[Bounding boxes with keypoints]
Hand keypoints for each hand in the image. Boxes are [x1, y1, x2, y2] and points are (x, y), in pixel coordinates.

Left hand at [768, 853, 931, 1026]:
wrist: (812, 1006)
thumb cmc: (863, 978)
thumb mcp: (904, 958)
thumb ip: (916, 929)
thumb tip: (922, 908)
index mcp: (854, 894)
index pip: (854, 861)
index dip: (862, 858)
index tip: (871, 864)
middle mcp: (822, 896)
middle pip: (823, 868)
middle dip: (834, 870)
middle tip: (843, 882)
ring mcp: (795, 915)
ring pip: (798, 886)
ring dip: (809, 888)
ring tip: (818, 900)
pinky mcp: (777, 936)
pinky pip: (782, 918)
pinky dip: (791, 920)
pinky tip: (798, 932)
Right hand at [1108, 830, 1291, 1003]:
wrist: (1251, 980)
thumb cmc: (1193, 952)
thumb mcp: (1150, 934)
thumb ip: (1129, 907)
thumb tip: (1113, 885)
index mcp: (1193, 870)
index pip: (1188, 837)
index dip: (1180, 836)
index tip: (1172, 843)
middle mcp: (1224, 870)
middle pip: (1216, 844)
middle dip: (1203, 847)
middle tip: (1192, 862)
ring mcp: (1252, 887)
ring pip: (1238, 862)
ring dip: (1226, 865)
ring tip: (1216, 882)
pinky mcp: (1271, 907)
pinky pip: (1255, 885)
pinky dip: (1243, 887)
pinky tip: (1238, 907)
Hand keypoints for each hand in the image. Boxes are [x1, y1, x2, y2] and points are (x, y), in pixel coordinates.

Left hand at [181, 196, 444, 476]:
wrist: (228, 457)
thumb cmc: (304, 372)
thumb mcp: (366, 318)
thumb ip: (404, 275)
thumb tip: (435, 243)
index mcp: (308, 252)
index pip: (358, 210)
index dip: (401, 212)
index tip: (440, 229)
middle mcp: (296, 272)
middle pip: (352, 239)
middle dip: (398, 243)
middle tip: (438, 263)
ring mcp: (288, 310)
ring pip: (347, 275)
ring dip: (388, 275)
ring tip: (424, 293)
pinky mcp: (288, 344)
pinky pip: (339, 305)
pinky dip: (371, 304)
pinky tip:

- **Task goal**: The answer must be the lines from the one containing "thumb tip: (435, 243)" through the last line of the records, written out exactly; please include nothing more.

- **Output below**:
thumb tip: (435, 243)
index mcp: (308, 252)
index pip: (358, 210)
index dip: (401, 212)
index tip: (440, 229)
middle mcp: (296, 272)
middle pip: (352, 239)
middle dip: (398, 243)
middle tip: (438, 263)
ring mcp: (288, 310)
ring pip: (347, 275)
ring dip: (388, 275)
ring tip: (424, 293)
pinky mcp: (288, 344)
pinky pip: (339, 305)
pinky dip: (371, 304)
pinky tip:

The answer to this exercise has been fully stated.